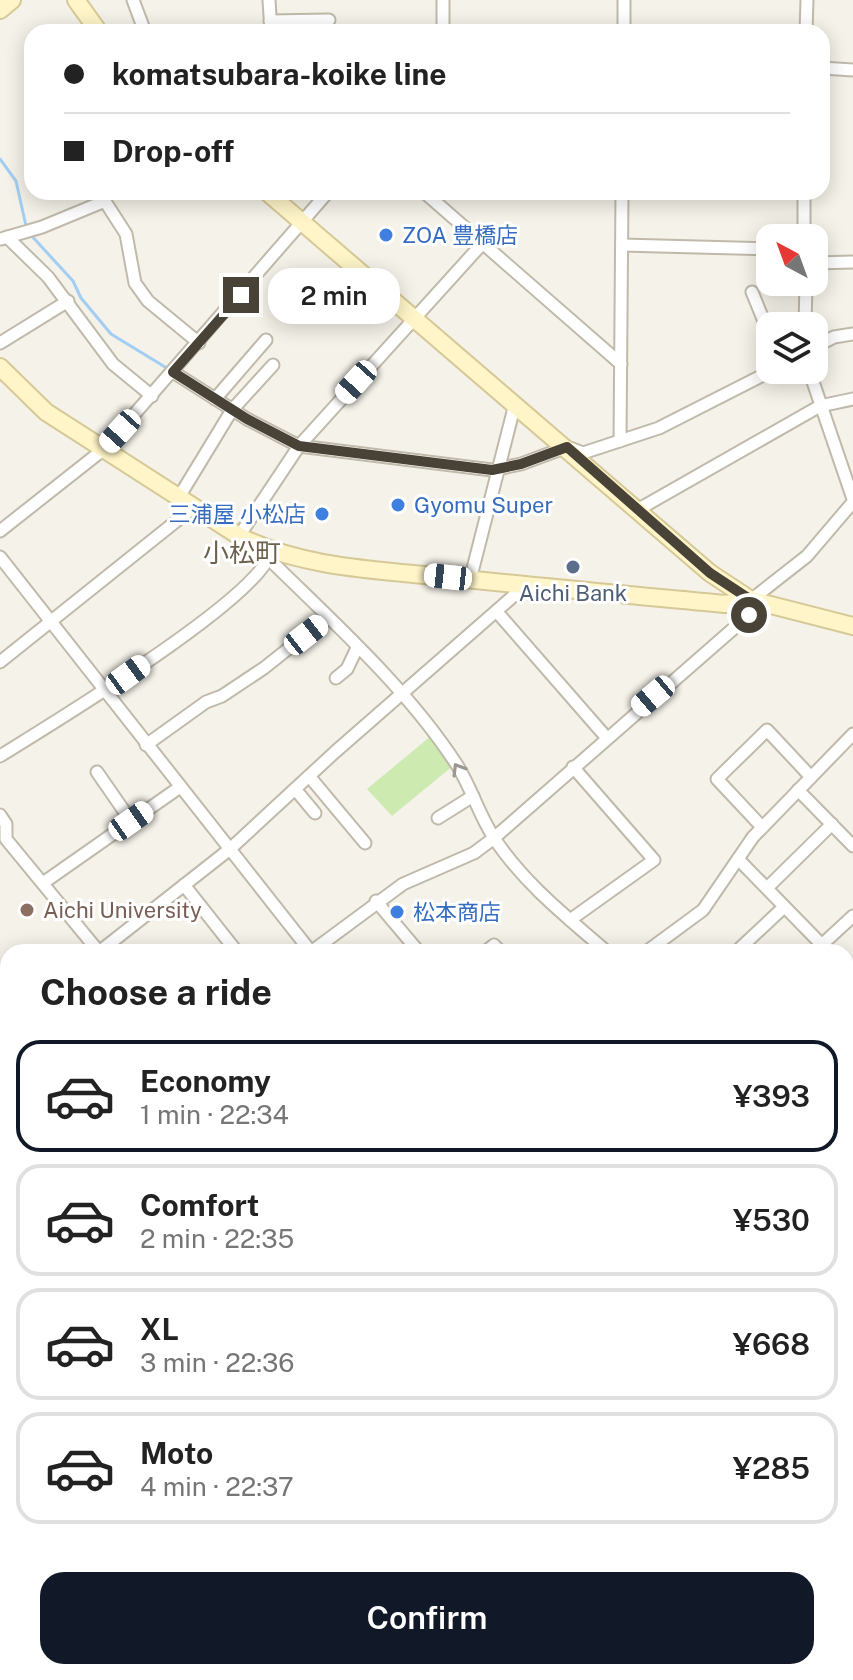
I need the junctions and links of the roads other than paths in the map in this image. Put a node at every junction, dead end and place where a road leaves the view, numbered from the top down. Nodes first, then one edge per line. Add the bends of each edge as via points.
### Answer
1 (12, 0) edge
2 (76, 0) edge
3 (133, 0) edge
4 (269, 0) edge
5 (443, 0) edge
6 (624, 0) edge
7 (807, 0) edge
8 (0, 10) edge
9 (329, 20) dead end
10 (93, 24) edge
11 (142, 24) edge
12 (270, 24) edge
13 (290, 24) edge
14 (443, 24) edge
15 (624, 24) edge
16 (806, 24) edge
17 (830, 69) edge
18 (853, 70) edge
19 (95, 200) edge
20 (104, 200) edge
21 (277, 200) edge
22 (321, 200) edge
23 (433, 200) edge
24 (622, 200) edge
25 (804, 200) edge
26 (303, 222) junction
27 (804, 224) edge
28 (4, 238) edge
29 (481, 245) junction
30 (622, 245) junction
31 (756, 249) edge
32 (853, 262) edge
33 (828, 263) edge
34 (752, 292) dead end
35 (68, 301) junction
36 (760, 312) edge
37 (414, 318) junction
38 (853, 334) edge
39 (266, 340) dead end
40 (828, 340) edge
41 (0, 343) edge
42 (199, 343) junction
43 (621, 364) junction
44 (273, 365) dead end
45 (0, 367) edge
46 (173, 372) junction
47 (756, 379) edge
48 (813, 384) edge
49 (152, 396) junction
50 (215, 399) junction
51 (853, 399) edge
52 (515, 404) junction
53 (820, 406) junction
54 (232, 410) junction
55 (620, 441) junction
56 (299, 446) junction
57 (567, 447) junction
58 (104, 449) junction
59 (498, 468) junction
60 (179, 497) junction
61 (853, 501) edge
62 (194, 507) junction
63 (639, 509) junction
64 (0, 531) edge
65 (239, 536) junction
66 (269, 556) junction
67 (0, 557) edge
68 (470, 580) junction
69 (526, 585) junction
70 (751, 600) junction
71 (497, 612) junction
72 (327, 618) junction
73 (50, 623) junction
74 (853, 626) edge
75 (357, 648) junction
76 (0, 662) edge
77 (336, 678) dead end
78 (105, 691) junction
79 (403, 696) junction
80 (853, 734) edge
81 (606, 737) junction
82 (146, 745) junction
83 (0, 756) edge
84 (573, 767) junction
85 (97, 772) dead end
86 (309, 776) junction
87 (811, 777) junction
88 (180, 787) junction
89 (295, 789) junction
90 (798, 790) junction
91 (473, 796) junction
92 (315, 813) dead end
93 (0, 815) edge
94 (438, 818) dead end
95 (131, 821) junction
96 (832, 824) junction
97 (762, 827) junction
98 (494, 838) junction
99 (365, 843) dead end
100 (853, 846) edge
101 (230, 849) junction
102 (738, 859) junction
103 (43, 883) junction
104 (184, 885) junction
105 (767, 888) junction
106 (376, 901) junction
107 (784, 907) junction
108 (570, 920) junction
109 (851, 922) edge
110 (93, 944) edge
111 (109, 944) edge
112 (231, 944) edge
113 (305, 944) edge
114 (321, 944) edge
115 (409, 944) edge
116 (598, 944) edge
117 (657, 944) edge
118 (745, 944) edge
119 (815, 944) edge
120 (823, 944) edge

1 - 8 main road
2 - 10 main road
3 - 11 street
4 - 12 street
5 - 14 street
6 - 15 street
7 - 16 street
9 - 13 street
17 - 18 street
19 - 28 street
20 - 42 street via 126,234 135,283 148,301
21 - 26 main road
22 - 26 street
23 - 29 street
24 - 30 street
25 - 27 street
26 - 37 main road
26 - 42 street
28 - 35 street
29 - 37 street
29 - 43 street
30 - 31 street
30 - 43 street
32 - 33 street
34 - 36 street
35 - 41 street
35 - 49 street via 99,347
37 - 52 main road
37 - 56 street
38 - 40 street
39 - 50 street
42 - 46 street
43 - 55 street
44 - 54 street
45 - 58 main road via 46,412
46 - 49 street
46 - 50 street
47 - 55 street via 683,418
48 - 53 street
49 - 58 street
50 - 54 street
51 - 53 street
52 - 57 main road
52 - 59 street
53 - 61 street
53 - 63 street
54 - 56 street
54 - 60 street
55 - 57 street via 583,453
56 - 59 street
56 - 65 street
57 - 59 street
57 - 63 main road
58 - 60 main road
58 - 64 street
59 - 68 street
60 - 62 main road
61 - 70 street via 807,556
62 - 65 main road
62 - 73 street
63 - 70 main road via 710,573
65 - 66 main road
66 - 68 main road
66 - 72 street
66 - 78 street via 242,591
67 - 73 street
68 - 69 main road
69 - 70 main road via 725,604
69 - 71 street
70 - 74 main road
70 - 81 street via 749,615
71 - 79 street
71 - 81 street
72 - 75 street
72 - 82 street via 264,668
73 - 76 street
73 - 78 street
75 - 77 street
75 - 79 street
78 - 82 street
78 - 83 street
79 - 86 street
91 -> 79 street via 457,765
80 - 87 street
81 - 84 street
82 - 88 street
84 - 98 street
84 - 108 street via 654,860
85 - 95 street
86 - 89 street
86 - 99 street
87 - 90 street
87 - 97 street via 767,730 717,779
88 - 95 street
88 - 101 street
89 - 92 street
89 - 101 street
90 - 96 street
90 - 97 street
91 - 94 street
91 - 98 street
93 - 103 street via 6,839
95 - 103 street
96 - 100 street
96 - 105 street
97 - 102 street
98 - 106 street
98 - 108 street via 546,900
101 - 104 street
101 - 113 street
102 - 105 street
102 - 117 street via 703,910
103 - 110 street
104 - 111 street
104 - 112 street
105 - 107 street
106 - 114 street
106 - 115 street
107 - 118 street
107 - 119 street
108 - 116 street
109 - 120 street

:::

Exercise description: Return all lines from the data above with "dead" in them.

Response area:
I need the junctions and links of the roads other than paths in the map in this image. Put a node at every junction, dead end and place where a road leaves the view, numbered from the top down. Nodes first, then one edge per line. Add the bends of each edge as via points.
9 (329, 20) dead end
34 (752, 292) dead end
39 (266, 340) dead end
44 (273, 365) dead end
77 (336, 678) dead end
85 (97, 772) dead end
92 (315, 813) dead end
94 (438, 818) dead end
99 (365, 843) dead end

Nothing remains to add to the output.